Miki Dursman: l'uomo che ha trasformato l'Hapoel Holon in campione d'Israele e ha intrapreso una nuova strada
18 anni fa Miki Dursman ha guidato l'Hapoel Holon alla storica vittoria in campionato. Oggi racconta il segreto del successo e il futuro del club.

L'impresa storica dell'Hapoel Holon Nella stagione 2007/08, l'Hapoel Holon ha raggiunto un traguardo senza precedenti nel basket israeliano, conquistando il titolo della Ligat HaAl dopo aver battuto il Maccabi Tel Aviv nella finale del Final Four. Questo successo è stato particolarmente significativo perché ha interrotto una striscia di 14 titoli consecutivi del Maccabi Tel Aviv, una delle squadre più dominanti del paese. Miki Dursman, che in quella stagione era proprietario e allenatore, ha guidato un progetto unico che ha portato una squadra appena promossa dalla seconda divisione a diventare campione. È una storia di successo straordinaria, rara nella storia del basket israeliano.
Il percorso di Dursman – dal basket al mondo immobiliare Miki Dursman, oggi 61enne, è un professionista nel settore immobiliare e il basket non è mai stato la sua principale fonte di reddito. Tuttavia, ha investito molto nella costruzione di un roster di qualità che ha portato a risultati eccezionali. Dursman è stato una figura unica, non solo allenando la squadra, ma gestendo anche l’aspetto economico e professionale del progetto. Dopo la vittoria del campionato, ha deciso di non continuare a sostenere il peso finanziario e gestionale della squadra, scegliendo invece di concentrarsi sul settore giovanile dell'Hapoel Holon, di cui è presidente e direttore tecnico da molti anni. Dursman ha trasmesso al settore giovanile lo stesso spirito di eccellenza e fiducia, con l’obiettivo di garantire un futuro brillante alla squadra locale di basket.
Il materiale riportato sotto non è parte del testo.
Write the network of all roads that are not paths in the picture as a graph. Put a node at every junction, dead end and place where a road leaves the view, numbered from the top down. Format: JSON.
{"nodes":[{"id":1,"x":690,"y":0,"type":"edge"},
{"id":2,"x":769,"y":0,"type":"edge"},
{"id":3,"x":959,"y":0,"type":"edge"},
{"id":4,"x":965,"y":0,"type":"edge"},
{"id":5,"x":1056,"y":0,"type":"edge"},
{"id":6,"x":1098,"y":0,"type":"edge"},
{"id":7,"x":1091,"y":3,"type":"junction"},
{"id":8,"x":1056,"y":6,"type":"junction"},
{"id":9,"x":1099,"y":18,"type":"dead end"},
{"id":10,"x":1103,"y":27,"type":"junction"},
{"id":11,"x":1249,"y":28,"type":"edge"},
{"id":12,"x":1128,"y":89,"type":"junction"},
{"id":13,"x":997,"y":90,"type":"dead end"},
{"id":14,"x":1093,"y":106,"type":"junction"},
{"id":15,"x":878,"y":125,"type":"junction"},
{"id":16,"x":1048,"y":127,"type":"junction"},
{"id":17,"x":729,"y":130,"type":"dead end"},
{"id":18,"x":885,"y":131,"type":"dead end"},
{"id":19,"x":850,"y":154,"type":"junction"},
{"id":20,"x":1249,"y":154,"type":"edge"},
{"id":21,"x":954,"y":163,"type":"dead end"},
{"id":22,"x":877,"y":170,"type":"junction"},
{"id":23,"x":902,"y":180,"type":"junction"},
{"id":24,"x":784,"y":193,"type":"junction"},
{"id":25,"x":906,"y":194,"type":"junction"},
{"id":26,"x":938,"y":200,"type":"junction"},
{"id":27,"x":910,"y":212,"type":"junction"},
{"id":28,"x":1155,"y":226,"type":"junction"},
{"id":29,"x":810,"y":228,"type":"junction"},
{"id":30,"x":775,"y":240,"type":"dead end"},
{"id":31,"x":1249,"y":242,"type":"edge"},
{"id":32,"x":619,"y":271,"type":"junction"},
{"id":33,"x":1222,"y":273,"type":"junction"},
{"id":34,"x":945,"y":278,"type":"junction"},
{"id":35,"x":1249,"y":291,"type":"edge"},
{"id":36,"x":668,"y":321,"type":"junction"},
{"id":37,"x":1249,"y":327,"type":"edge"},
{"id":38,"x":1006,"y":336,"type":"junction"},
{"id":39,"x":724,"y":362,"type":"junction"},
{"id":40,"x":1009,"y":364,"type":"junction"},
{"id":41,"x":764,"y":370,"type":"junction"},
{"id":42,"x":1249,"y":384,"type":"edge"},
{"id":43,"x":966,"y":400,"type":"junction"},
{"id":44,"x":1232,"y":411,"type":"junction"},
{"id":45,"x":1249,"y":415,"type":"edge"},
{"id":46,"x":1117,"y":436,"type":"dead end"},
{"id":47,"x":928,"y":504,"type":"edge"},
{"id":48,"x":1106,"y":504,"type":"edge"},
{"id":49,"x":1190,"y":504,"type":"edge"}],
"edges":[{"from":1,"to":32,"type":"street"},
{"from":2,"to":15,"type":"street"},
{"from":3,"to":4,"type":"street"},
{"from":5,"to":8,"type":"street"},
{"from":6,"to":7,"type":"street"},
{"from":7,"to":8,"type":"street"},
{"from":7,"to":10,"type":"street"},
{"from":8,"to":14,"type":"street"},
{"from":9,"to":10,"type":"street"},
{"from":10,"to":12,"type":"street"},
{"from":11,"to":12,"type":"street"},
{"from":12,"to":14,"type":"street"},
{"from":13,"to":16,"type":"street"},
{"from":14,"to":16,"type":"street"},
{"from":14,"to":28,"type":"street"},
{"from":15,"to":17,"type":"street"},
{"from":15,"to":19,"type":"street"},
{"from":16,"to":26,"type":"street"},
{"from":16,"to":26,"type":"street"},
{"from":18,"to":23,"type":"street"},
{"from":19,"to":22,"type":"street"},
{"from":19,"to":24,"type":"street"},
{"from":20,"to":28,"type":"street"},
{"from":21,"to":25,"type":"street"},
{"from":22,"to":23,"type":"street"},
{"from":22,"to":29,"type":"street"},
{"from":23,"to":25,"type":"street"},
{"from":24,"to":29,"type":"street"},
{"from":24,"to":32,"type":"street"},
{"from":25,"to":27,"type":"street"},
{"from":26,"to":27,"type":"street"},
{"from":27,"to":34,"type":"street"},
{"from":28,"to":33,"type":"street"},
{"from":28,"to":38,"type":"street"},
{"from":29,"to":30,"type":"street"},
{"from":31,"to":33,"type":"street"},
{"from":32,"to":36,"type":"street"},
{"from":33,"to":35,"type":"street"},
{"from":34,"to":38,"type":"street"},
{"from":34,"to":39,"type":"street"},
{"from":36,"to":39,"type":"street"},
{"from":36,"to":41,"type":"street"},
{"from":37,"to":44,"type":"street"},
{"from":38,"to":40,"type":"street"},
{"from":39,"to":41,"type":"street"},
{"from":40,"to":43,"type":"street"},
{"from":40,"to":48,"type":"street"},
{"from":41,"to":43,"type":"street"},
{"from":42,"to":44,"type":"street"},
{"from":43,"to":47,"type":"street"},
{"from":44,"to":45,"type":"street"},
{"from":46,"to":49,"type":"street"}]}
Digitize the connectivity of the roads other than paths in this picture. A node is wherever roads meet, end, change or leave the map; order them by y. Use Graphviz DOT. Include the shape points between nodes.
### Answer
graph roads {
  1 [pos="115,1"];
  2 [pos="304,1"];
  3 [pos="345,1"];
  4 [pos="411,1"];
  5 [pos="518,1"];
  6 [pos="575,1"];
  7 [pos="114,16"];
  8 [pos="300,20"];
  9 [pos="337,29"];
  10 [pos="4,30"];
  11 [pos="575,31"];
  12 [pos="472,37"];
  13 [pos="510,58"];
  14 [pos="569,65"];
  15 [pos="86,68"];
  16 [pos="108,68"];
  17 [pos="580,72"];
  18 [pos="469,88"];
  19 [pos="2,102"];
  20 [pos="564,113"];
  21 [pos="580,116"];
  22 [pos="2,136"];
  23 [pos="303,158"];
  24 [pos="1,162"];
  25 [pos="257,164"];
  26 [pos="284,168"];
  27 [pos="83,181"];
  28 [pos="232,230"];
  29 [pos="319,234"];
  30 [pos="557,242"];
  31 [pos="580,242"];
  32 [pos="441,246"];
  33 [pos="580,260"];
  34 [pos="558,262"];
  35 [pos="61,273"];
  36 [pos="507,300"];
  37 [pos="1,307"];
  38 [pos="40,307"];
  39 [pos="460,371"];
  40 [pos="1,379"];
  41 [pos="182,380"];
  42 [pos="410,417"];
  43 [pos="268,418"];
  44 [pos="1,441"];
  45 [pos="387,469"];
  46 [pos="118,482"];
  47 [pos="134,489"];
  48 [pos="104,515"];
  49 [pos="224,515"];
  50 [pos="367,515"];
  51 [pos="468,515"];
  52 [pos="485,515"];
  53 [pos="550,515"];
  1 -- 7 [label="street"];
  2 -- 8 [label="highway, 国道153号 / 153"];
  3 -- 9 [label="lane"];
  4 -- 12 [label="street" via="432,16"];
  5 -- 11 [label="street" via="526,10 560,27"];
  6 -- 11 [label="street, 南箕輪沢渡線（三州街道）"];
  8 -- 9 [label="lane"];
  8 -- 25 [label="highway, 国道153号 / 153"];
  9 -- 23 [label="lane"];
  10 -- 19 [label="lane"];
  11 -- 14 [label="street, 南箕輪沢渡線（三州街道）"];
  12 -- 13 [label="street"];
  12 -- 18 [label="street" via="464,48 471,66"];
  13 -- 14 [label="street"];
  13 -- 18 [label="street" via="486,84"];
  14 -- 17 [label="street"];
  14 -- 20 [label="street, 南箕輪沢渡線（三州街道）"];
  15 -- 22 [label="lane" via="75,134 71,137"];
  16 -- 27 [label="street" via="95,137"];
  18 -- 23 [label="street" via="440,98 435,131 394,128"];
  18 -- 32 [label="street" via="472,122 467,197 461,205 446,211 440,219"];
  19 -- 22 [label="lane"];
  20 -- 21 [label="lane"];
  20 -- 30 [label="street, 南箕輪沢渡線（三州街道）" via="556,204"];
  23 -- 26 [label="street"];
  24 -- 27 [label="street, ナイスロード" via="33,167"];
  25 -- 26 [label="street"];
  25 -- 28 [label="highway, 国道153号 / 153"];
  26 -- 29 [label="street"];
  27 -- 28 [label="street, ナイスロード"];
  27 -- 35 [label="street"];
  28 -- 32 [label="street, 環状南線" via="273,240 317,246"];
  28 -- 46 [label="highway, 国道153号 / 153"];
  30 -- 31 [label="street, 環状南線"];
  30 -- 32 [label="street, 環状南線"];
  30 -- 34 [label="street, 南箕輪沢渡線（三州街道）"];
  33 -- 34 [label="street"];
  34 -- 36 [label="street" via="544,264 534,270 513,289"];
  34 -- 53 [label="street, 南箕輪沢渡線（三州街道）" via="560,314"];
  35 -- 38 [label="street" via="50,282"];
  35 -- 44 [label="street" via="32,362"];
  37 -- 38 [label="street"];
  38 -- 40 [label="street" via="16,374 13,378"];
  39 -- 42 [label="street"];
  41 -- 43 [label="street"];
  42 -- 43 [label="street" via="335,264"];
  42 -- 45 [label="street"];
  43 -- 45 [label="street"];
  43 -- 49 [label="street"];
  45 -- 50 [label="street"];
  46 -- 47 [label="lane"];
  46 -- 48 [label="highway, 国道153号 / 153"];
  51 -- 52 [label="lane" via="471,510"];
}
L’eredità di Holon e il suo impatto sul basket israeliano Il titolo di Holon ha segnato un cambiamento di mentalità importante nel basket israeliano. Dursman sostiene che da quella vittoria l'Hapoel Holon ha smesso di essere considerata un’outsider ed è rimasta uno dei club di punta del paese. Il progetto ha dimostrato che non serve un budget enorme per competere e vincere contro club grandi e consolidati. Dursman ha portato uno spirito di fiducia, determinazione e duro lavoro, dimostrando che anche una squadra con un budget relativamente contenuto può battere i giganti. L’eredità che ha lasciato non è solo un titolo, ma un cambiamento nella percezione della lega e nella capacità di Holon di essere un avversario temibile per chiunque.
Riflessioni sul futuro e possibile ritorno Nonostante siano passati quasi vent’anni da quel magico momento, Dursman non esclude un ritorno nel mondo dell’allenamento o della gestione. In un’intervista esclusiva ammette che “a volte gli viene voglia” e che sente la mancanza del campo e dell’emozione che accompagna il basket. Tuttavia, sottolinea di non avere fretta di tornare, preferendo restare legato al lavoro con i giovani e allo sviluppo della prossima generazione. Dursman ha anche condiviso le sue esperienze con il Maccabi Tel Aviv, dove gli è stato detto che ogni allenatore sceglie il proprio staff di assistenti – un dettaglio importante che evidenzia quanto l’ambiente professionale e organizzativo sia cruciale per il successo di un coach.
Miki Dursman è una figura fuori dal comune nella storia del basket israeliano, la cui influenza si sente ancora oggi. La sua storia dimostra come una visione chiara, una fede incrollabile e la determinazione possano portare a un cambiamento significativo anche contro avversari forti e consolidati. L’impresa dell’Hapoel Holon nella stagione 2007/08 resterà per sempre un simbolo di un progetto eccezionale e di un’eredità che ha lasciato un segno profondo nel basket locale.